Flow Cytometry and Western Blotting

For cell surface marker characterization, MSCs were stained with anti-CD45 FITC (#553080, BD Biosciences, San Jose, CA, United States), anti-Stem-cell antigen 1 FITC (SCA-1; #11-5981-85, eBioscience, San Diego, CA, United States), anti-CD44 PE (#12-0441-81, eBioscience, San Diego, CA, United States), and anti-CD31 PE (#553373, BD Biosciences, San Jose, CA, United States) for 15 min at RT and analyzed by flow cytometry after washing with PBS. For integrin β1 and β3 expression determination, MSCs (1 × 10⁵ cells/group) untreated or stimulated with FN, IL-6, and FN + IL-6 were digested with trypsin and stained with anti-integrin β1 PE (#102215, BioLegend, San Diego, CA, United States) or β3 antibody (#104305, BioLegend, San Diego, CA, United States) and further analyzed with flow cytometry. For Western blotting, MSCs (1 × 10⁶ cells/group) untreated or stimulated with FN, IL-6, and FN + IL-6 were digested and lysed with 80 μl lysis buffer containing 2% NP-40 and 1× protease inhibitor cocktail (#B14001, BioTool, Switzerland). The samples were heated for 5 min at 95°C after adding 20 μl 5× loading buffer. Equal volumes of samples were separated via electrophoresis on 10% sodium dodecyl sulfate (SDS)-polyacrylamide gel electrophoresis (PAGE) gels, transferred onto polyvinylidene fluoride (PVDF) membranes (Millipore, Billerica, MA, United States), and blocked with 5% (w/v) non-fat dry milk (BD Biosciences, Franklin Lakes, NJ, United States) in Tris-buffered saline with 0.1% Tween20 for 1 h at RT. The membranes were incubated with primary antibodies against β-actin (#KC-5A08, Aksomics, Chengdu, China) and SHP2 (#sc-7384, Santa Cruz, CA, United States) overnight at 4°C. The blots were then incubated with the appropriate horseradish peroxidase-conjugated secondary antibodies and visualized with an enhanced chemiluminescence (ECL) system (Millipore, Boston, MA, United States).

Statistical Analysis

Data are presented as mean ± SEM. Two-tailed Student’s t-test was used when two groups were compared, and analysis of variance (ANOVA) tests were applied when more groups were analyzed. All statistical analyses were performed with the SPSS software, version 17.0. Differences were considered statistically significant at p < 0.05.

Results

Tissue Stiffness of the Infarct Region of the Rat Heart Increases Gradually Within 21 Days After Myocardial Infarction

To determine the tissue stiffness of the infarct region of the rat heart, we collected the heart tissues on day 1 from normal groups and on days 1, 3, 7, 14, and 21 from MI groups (Figure 1A and Supplementary Figure 1A). We then used AFM indentation assay to quantitatively measure the stiffness of non-infarcted rat heart tissue and the infarct region of the rat heart on different days after MI (Figure 1B). We found that the stiffness of non-infarcted tissue is 17.4 ± 2.2 kPa before MI (Figures 1C,D), similar to previous reported values (Berry, 2006). After MI, the stiffness of the infarcted tissue increased to 29.2 ± 4.5 kPa on day 1 and slightly decreased to 10.5 ± 1.1 kPa on day 3, followed by rapid and progressive increase to 112.0 ± 14.5 kPa from day 7 to day 21 (Figures 1C,D). These data demonstrate that the stiffness of the infarct region of rat heart after MI dynamically changes, that is, gradually becoming stiffer along with MI progression in 21 days.

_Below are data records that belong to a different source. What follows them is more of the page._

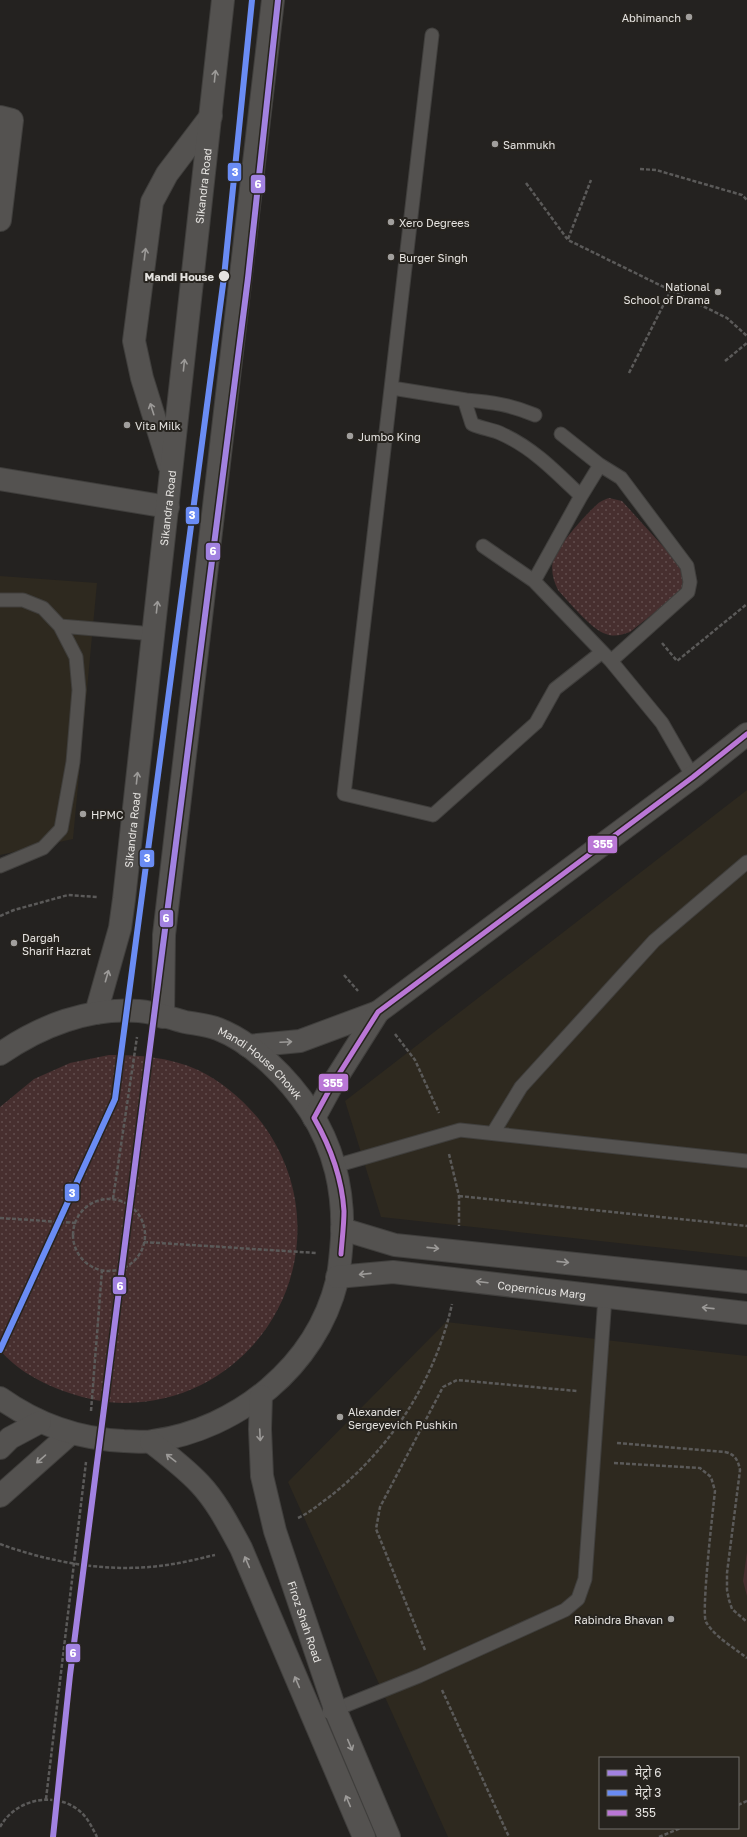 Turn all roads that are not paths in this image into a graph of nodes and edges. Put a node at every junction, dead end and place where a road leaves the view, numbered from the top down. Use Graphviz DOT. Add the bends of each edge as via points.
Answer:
graph roads {
  1 [pos="223,0"];
  2 [pos="273,0"];
  3 [pos="432,35"];
  4 [pos="211,115"];
  5 [pos="0,117"];
  6 [pos="0,220"];
  7 [pos="392,388"];
  8 [pos="466,400"];
  9 [pos="535,415"];
  10 [pos="561,434"];
  11 [pos="600,465"];
  12 [pos="172,473"];
  13 [pos="0,479"];
  14 [pos="580,496"];
  15 [pos="168,507"];
  16 [pos="483,546"];
  17 [pos="534,581"];
  18 [pos="0,600"];
  19 [pos="60,626"];
  20 [pos="154,634"];
  21 [pos="606,657"];
  22 [pos="747,734"];
  23 [pos="693,777"];
  24 [pos="747,862"];
  25 [pos="0,866"];
  26 [pos="378,1012"];
  27 [pos="96,1013"];
  28 [pos="163,1017"];
  29 [pos="248,1046"];
  30 [pos="0,1054"];
  31 [pos="314,1118"];
  32 [pos="493,1134"];
  33 [pos="747,1161"];
  34 [pos="335,1166"];
  35 [pos="342,1229"];
  36 [pos="338,1277"];
  37 [pos="747,1282"];
  38 [pos="605,1297"];
  39 [pos="747,1313"];
  40 [pos="261,1396"];
  41 [pos="0,1398"];
  42 [pos="40,1422"];
  43 [pos="80,1435"];
  44 [pos="151,1442"];
  45 [pos="0,1448"];
  46 [pos="0,1496"];
  47 [pos="335,1710"];
  48 [pos="313,1719"];
  49 [pos="364,1837"];
  50 [pos="389,1837"];
  4 -- 1 [label="main road, Sikandra Road, one-way"];
  2 -- 28 [label="main road" via="164,935"];
  3 -- 7 [label="lane"];
  12 -- 4 [label="main road, Sikandra Road, one-way"];
  12 -- 4 [label="main road, one-way" via="142,378 134,341 152,202 167,174"];
  5 -- 6 [label="main road" via="12,120"];
  7 -- 8 [label="lane"];
  7 -- 21 [label="lane" via="344,794 433,815 536,723 555,689"];
  8 -- 9 [label="lane" via="515,406"];
  8 -- 14 [label="lane" via="472,424 500,433 543,459"];
  10 -- 11 [label="lane"];
  11 -- 14 [label="lane"];
  11 -- 21 [label="lane" via="622,478 690,573 688,592 649,628"];
  12 -- 15 [label="main road, Sikandra Road"];
  13 -- 15 [label="main road"];
  14 -- 17 [label="lane"];
  20 -- 15 [label="main road, Sikandra Road, one-way"];
  16 -- 17 [label="lane"];
  17 -- 21 [label="lane"];
  18 -- 19 [label="lane" via="23,600 43,608"];
  19 -- 20 [label="lane"];
  19 -- 25 [label="lane" via="76,657 79,690 73,762 61,829 43,848"];
  27 -- 20 [label="main road, Sikandra Road, one-way" via="120,928"];
  21 -- 23 [label="lane" via="662,723"];
  22 -- 23 [label="main road"];
  23 -- 26 [label="main road"];
  24 -- 32 [label="lane" via="654,941 521,1087"];
  29 -- 26 [label="main road, one-way" via="300,1041"];
  26 -- 31 [label="main road"];
  27 -- 28 [label="main road, Mandi House Chowk" via="118,1010 141,1011"];
  27 -- 30 [label="main road, Mandi House Chowk" via="69,1019 43,1029"];
  28 -- 29 [label="main road, Mandi House Chowk" via="218,1029"];
  29 -- 31 [label="main road, Mandi House Chowk" via="294,1088"];
  31 -- 34 [label="main road, Mandi House Chowk"];
  32 -- 33 [label="lane"];
  32 -- 34 [label="lane" via="460,1130"];
  34 -- 35 [label="main road, Mandi House Chowk" via="343,1206"];
  35 -- 36 [label="main road, Mandi House Chowk"];
  35 -- 37 [label="main road, one-way" via="395,1244"];
  38 -- 36 [label="main road, Copernicus Marg, one-way" via="393,1272"];
  36 -- 40 [label="main road, Mandi House Chowk" via="325,1314 308,1345 287,1372"];
  39 -- 38 [label="main road, Copernicus Marg, one-way"];
  38 -- 47 [label="lane" via="584,1579 578,1599 564,1610"];
  40 -- 44 [label="main road, Mandi House Chowk" via="232,1415 202,1429"];
  40 -- 47 [label="main road, Firoz Shah Road, one-way" via="262,1476 274,1531"];
  41 -- 42 [label="main road, Mandi House Chowk"];
  42 -- 43 [label="main road, Mandi House Chowk"];
  42 -- 45 [label="main road" via="10,1438"];
  43 -- 44 [label="main road, Mandi House Chowk" via="104,1440"];
  43 -- 46 [label="main road, one-way"];
  48 -- 44 [label="main road, one-way" via="241,1548 223,1516 201,1485"];
  47 -- 48 [label="lane"];
  47 -- 50 [label="main road, Firoz Shah Road, one-way"];
  49 -- 48 [label="main road, one-way"];
}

Increased Substrate Stiffness Promotes Mesenchymal Stem Cell Adhesion in vitro

As MSC adhesion is the critical step toward a successful transplantation, we next tested whether the stiffened tissue substrate would affect MSC adhesion. Using mouse MSC cell line (Supplementary Figures 1B–E), we performed wash assay to wash away pre-adhered MSCs on FN-coated substrates. These substrates were made of PAA gels to mimic various stiffnesses of the infarct region of the rat heart after MI. We found that the number of pre-adhered cells remained attached after washing increased with substrate stiffness increase (Figures 1E,F), demonstrating that the stiff substrate promotes MSC adhesion in vitro.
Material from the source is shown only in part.